-- Your task --
Beneath this task are records; count the lines among them that contain the word "Court" and answer with the number only.

********************

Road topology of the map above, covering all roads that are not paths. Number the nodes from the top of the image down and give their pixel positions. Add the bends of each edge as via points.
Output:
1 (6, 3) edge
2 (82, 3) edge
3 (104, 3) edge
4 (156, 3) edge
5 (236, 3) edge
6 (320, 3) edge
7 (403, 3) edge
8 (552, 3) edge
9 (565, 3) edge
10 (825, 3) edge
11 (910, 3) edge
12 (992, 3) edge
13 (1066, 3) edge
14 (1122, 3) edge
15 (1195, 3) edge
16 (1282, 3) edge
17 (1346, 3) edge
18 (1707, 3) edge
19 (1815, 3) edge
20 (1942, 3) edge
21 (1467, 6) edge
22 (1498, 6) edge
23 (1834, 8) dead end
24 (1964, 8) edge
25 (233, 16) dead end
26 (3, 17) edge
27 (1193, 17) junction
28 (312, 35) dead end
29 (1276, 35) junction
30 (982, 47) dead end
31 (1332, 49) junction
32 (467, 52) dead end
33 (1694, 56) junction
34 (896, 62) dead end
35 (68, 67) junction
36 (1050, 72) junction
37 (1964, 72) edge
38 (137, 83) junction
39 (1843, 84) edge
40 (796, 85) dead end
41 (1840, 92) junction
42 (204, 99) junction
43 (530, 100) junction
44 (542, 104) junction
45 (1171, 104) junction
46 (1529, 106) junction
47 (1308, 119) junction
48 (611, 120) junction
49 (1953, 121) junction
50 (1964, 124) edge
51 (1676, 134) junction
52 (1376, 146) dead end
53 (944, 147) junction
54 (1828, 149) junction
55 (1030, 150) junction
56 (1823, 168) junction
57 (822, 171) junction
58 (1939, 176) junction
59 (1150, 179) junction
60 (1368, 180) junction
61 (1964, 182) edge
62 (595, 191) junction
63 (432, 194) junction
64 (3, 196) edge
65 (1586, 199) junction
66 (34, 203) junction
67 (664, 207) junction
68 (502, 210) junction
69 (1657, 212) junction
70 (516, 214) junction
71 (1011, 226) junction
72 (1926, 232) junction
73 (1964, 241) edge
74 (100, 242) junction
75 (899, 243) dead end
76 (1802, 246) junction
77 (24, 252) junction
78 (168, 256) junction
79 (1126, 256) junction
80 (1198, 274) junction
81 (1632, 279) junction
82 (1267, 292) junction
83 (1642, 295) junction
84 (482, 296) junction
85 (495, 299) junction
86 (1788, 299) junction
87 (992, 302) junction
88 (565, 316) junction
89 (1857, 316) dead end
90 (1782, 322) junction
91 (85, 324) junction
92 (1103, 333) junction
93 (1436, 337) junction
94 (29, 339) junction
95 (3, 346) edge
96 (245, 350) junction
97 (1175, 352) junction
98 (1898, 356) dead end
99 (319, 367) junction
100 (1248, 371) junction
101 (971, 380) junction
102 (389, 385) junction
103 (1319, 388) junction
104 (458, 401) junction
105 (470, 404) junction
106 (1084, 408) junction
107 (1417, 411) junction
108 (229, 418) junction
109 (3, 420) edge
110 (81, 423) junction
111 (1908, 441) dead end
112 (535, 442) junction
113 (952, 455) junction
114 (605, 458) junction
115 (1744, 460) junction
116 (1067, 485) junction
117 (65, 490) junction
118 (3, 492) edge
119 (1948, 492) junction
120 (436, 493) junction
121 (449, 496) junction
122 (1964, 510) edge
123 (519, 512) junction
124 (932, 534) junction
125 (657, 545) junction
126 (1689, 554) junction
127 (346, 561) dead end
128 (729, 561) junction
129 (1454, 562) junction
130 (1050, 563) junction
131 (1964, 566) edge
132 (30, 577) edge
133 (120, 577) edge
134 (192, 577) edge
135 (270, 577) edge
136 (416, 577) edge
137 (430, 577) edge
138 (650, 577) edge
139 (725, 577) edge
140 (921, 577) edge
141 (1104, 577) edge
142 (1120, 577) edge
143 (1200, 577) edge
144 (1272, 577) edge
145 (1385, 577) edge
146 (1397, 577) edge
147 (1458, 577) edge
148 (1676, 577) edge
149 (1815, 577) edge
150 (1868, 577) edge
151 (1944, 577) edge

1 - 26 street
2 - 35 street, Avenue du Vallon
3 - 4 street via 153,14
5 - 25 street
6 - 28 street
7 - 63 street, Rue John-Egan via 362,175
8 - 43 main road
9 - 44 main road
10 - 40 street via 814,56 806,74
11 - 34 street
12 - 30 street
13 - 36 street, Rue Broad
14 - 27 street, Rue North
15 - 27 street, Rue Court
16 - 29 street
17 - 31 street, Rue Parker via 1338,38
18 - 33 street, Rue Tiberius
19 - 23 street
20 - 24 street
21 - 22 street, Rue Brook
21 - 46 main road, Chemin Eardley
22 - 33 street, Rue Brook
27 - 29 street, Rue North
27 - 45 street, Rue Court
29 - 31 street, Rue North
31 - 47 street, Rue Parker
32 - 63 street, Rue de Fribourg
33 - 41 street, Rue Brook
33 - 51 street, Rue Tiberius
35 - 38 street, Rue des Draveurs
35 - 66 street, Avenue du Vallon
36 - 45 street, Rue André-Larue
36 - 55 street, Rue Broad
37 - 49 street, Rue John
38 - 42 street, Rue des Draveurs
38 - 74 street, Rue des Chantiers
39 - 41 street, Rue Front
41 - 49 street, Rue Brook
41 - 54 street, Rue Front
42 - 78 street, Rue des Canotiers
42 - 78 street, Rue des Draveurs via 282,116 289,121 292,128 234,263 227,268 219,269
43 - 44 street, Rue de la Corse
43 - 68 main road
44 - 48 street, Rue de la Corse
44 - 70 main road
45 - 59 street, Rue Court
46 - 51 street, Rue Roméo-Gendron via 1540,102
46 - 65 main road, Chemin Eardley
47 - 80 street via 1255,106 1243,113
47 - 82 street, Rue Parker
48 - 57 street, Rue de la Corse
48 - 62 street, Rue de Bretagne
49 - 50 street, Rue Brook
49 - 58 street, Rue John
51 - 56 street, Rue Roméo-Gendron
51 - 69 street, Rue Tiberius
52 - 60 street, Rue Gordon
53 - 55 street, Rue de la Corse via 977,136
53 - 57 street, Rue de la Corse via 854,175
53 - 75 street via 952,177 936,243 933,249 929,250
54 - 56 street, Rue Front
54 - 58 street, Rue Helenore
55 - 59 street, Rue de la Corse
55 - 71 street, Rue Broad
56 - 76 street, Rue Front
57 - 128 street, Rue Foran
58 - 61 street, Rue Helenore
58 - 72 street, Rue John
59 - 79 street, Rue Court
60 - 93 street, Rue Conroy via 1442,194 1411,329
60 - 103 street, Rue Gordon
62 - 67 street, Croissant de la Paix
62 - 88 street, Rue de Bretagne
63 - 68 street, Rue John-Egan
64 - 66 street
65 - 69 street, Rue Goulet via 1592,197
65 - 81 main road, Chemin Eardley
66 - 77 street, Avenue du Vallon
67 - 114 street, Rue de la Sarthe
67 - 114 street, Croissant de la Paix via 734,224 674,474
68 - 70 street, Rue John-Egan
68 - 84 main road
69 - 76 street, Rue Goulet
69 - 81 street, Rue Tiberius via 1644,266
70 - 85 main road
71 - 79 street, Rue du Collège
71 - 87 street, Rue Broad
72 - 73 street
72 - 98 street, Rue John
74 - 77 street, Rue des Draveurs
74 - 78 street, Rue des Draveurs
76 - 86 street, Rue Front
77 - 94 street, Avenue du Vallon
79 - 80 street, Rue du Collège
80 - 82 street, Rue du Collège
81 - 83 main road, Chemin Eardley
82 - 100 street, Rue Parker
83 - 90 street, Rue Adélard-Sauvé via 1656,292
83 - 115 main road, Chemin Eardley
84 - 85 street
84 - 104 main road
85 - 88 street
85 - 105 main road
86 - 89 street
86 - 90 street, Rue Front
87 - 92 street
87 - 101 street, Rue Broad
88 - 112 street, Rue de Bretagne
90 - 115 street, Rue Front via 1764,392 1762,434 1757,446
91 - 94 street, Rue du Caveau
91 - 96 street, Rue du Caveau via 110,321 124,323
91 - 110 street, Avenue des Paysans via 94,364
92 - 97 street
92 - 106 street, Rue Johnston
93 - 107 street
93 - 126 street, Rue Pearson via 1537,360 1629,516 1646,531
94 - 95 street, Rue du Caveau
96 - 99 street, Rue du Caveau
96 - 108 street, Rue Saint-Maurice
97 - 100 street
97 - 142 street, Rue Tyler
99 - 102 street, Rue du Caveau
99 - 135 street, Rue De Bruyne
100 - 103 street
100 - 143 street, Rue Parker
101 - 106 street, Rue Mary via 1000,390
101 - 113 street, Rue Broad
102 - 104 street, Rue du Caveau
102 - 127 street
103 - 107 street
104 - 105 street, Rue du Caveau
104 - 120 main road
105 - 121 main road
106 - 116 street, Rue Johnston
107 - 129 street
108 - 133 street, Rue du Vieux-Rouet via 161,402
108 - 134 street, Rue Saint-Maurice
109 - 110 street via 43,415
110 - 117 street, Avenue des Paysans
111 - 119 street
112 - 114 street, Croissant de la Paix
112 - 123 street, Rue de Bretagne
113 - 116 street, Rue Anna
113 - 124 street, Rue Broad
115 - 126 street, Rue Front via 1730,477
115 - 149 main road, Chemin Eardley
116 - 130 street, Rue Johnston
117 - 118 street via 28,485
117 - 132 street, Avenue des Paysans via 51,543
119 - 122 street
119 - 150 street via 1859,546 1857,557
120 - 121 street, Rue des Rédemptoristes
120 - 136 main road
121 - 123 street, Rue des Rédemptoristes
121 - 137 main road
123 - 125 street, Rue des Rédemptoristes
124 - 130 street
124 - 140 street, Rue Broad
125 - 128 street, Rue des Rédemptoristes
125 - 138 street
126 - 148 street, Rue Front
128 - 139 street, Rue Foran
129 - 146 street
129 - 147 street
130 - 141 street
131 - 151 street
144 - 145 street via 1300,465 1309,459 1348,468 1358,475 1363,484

********************

-- Task result --
4